Each record must appear in the answer exactly as it does in the data.

── Provided data ──

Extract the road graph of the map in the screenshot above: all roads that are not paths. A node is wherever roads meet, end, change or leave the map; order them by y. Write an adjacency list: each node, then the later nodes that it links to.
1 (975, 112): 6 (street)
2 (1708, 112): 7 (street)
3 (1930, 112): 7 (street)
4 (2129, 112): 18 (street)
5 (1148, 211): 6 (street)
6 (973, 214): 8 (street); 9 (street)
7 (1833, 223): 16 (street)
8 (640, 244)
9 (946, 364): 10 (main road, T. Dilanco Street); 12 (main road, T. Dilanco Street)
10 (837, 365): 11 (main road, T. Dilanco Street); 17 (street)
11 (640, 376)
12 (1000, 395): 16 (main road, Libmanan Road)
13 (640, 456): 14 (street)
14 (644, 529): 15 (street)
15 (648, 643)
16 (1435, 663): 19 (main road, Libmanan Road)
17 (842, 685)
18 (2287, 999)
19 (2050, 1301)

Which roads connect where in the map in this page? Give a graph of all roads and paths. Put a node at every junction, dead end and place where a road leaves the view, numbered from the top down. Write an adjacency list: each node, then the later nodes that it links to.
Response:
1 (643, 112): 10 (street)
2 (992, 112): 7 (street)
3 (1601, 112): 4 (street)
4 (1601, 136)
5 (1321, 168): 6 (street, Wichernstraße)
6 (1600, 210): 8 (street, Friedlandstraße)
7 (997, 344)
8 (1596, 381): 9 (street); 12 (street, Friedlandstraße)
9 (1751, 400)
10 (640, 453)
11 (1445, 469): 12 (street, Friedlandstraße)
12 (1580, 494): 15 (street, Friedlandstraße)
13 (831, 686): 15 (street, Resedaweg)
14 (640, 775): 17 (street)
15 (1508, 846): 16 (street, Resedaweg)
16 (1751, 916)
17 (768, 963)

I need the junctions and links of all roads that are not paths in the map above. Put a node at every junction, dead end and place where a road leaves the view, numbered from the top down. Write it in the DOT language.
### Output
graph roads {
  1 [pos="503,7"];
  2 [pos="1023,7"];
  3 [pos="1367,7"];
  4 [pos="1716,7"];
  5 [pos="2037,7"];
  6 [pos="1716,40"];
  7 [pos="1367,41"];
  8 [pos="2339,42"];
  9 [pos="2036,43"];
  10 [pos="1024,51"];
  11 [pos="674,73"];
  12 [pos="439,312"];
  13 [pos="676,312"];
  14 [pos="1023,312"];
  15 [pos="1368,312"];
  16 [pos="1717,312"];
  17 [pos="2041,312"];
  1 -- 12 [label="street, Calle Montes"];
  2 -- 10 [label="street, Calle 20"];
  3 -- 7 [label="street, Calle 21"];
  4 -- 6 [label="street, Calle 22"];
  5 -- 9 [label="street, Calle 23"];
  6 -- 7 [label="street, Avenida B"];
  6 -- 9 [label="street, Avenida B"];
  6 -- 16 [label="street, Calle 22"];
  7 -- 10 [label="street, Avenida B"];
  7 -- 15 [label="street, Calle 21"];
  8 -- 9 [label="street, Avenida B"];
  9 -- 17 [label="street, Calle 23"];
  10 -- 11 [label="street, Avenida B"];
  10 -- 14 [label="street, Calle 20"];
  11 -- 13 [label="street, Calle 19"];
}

───

Task response
Extract the road graph of the map in the screenshot above: all roads that are not paths. A node is wherever roads meet, end, change or leave the map; order them by y. Write an adjacency list: each node, then the later nodes that it links to.
1 (975, 112): 6 (street)
2 (1708, 112): 7 (street)
3 (1930, 112): 7 (street)
4 (2129, 112): 18 (street)
5 (1148, 211): 6 (street)
6 (973, 214): 8 (street); 9 (street)
7 (1833, 223): 16 (street)
8 (640, 244)
9 (946, 364): 10 (main road, T. Dilanco Street); 12 (main road, T. Dilanco Street)
10 (837, 365): 11 (main road, T. Dilanco Street); 17 (street)
11 (640, 376)
12 (1000, 395): 16 (main road, Libmanan Road)
13 (640, 456): 14 (street)
14 (644, 529): 15 (street)
15 (648, 643)
16 (1435, 663): 19 (main road, Libmanan Road)
17 (842, 685)
18 (2287, 999)
19 (2050, 1301)

Which roads connect where in the map in this page? Give a graph of all roads and paths. Put a node at every junction, dead end and place where a road leaves the view, numbered from the top down. Write an adjacency list: each node, then the later nodes that it links to.
Response:
1 (643, 112): 10 (street)
2 (992, 112): 7 (street)
3 (1601, 112): 4 (street)
4 (1601, 136)
5 (1321, 168): 6 (street, Wichernstraße)
6 (1600, 210): 8 (street, Friedlandstraße)
7 (997, 344)
8 (1596, 381): 9 (street); 12 (street, Friedlandstraße)
9 (1751, 400)
10 (640, 453)
11 (1445, 469): 12 (street, Friedlandstraße)
12 (1580, 494): 15 (street, Friedlandstraße)
13 (831, 686): 15 (street, Resedaweg)
14 (640, 775): 17 (street)
15 (1508, 846): 16 (street, Resedaweg)
16 (1751, 916)
17 (768, 963)

I need the junctions and links of all roads that are not paths in the map above. Put a node at every junction, dead end and place where a road leaves the view, numbered from the top down. Write it in the DOT language.
### Output
graph roads {
  1 [pos="503,7"];
  2 [pos="1023,7"];
  3 [pos="1367,7"];
  4 [pos="1716,7"];
  5 [pos="2037,7"];
  6 [pos="1716,40"];
  7 [pos="1367,41"];
  8 [pos="2339,42"];
  9 [pos="2036,43"];
  10 [pos="1024,51"];
  11 [pos="674,73"];
  12 [pos="439,312"];
  13 [pos="676,312"];
  14 [pos="1023,312"];
  15 [pos="1368,312"];
  16 [pos="1717,312"];
  17 [pos="2041,312"];
  1 -- 12 [label="street, Calle Montes"];
  2 -- 10 [label="street, Calle 20"];
  3 -- 7 [label="street, Calle 21"];
  4 -- 6 [label="street, Calle 22"];
  5 -- 9 [label="street, Calle 23"];
  6 -- 7 [label="street, Avenida B"];
  6 -- 9 [label="street, Avenida B"];
  6 -- 16 [label="street, Calle 22"];
  7 -- 10 [label="street, Avenida B"];
  7 -- 15 [label="street, Calle 21"];
  8 -- 9 [label="street, Avenida B"];
  9 -- 17 [label="street, Calle 23"];
  10 -- 11 [label="street, Avenida B"];
  10 -- 14 [label="street, Calle 20"];
  11 -- 13 [label="street, Calle 19"];
}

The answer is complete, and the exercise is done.